In a world full of shadows, the introduction of light can be both revealing and confronting. These verses in John 3 elucidate this tension, as they depict Jesus as the ultimate Light that has entered our world. But this Light does two things: it exposes evil, and it redeems the willing.
We have a natural aversion to light when we find comfort in our deeds of darkness. Just as a criminal might flee from a flashlight, our sinful selves recoil from the illuminating truths of Christ. Jesus, as the Light, doesn't merely cast a physical glow; He shines into our hearts and exposes our sins for what they are—evil. But that's not the end of the story.

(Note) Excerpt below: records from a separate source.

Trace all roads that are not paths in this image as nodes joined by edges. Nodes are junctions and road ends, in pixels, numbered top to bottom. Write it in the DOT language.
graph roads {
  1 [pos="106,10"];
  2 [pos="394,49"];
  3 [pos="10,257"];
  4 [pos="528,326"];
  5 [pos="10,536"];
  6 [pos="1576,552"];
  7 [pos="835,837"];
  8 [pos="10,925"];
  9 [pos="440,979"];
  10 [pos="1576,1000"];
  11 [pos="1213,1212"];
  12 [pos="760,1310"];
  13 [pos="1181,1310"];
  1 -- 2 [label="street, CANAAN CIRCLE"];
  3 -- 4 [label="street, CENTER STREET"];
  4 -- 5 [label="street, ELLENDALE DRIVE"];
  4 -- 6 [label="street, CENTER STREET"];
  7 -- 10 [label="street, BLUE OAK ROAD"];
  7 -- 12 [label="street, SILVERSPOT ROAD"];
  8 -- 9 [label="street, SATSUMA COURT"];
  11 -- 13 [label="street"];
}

He does so to draw us out of the darkness.
Consider Paul's words in Ephesians 5:13-14: "But everything exposed by the light becomes visible—and everything that is illuminated becomes a light. This is why it is said: 'Wake up, sleeper, rise from the dead, and Christ will shine on you.'"
The New Testament frequently leans on this metaphor of light and darkness to define our transformation in Christ. In Colossians 1:13, Paul notes that God "has rescued us from the dominion of darkness and brought us into the kingdom of the Son He loves."
What then is our response?
Those who live by the truth not only welcome the Light but become part of it. The Light has this redemptive quality that doesn't just expose our sin to shame us, but to free us. When we live in the Light, our actions testify to the transformative power of Christ in our lives. Our lives then become a beacon, reflecting the very Light that saved us.
Notice the final lines of our passage today: that whatever is done in the light "has been done in the sight of God." This adds an eternal perspective to our temporal actions. When we live in the Light, we live in God's sight, under His approval, and for His glory.
Our Final Reflection
As you go about your day, consider how the Light of Christ has transformed your life. Are there areas that still recoil from His illuminating truth? And how might you reflect His Light to the world today? Remember, Light not only exposes but also redeems; and when we walk in the Light, we walk in the company of God Himself.
May this truth inspire and challenge you today and always. Amen.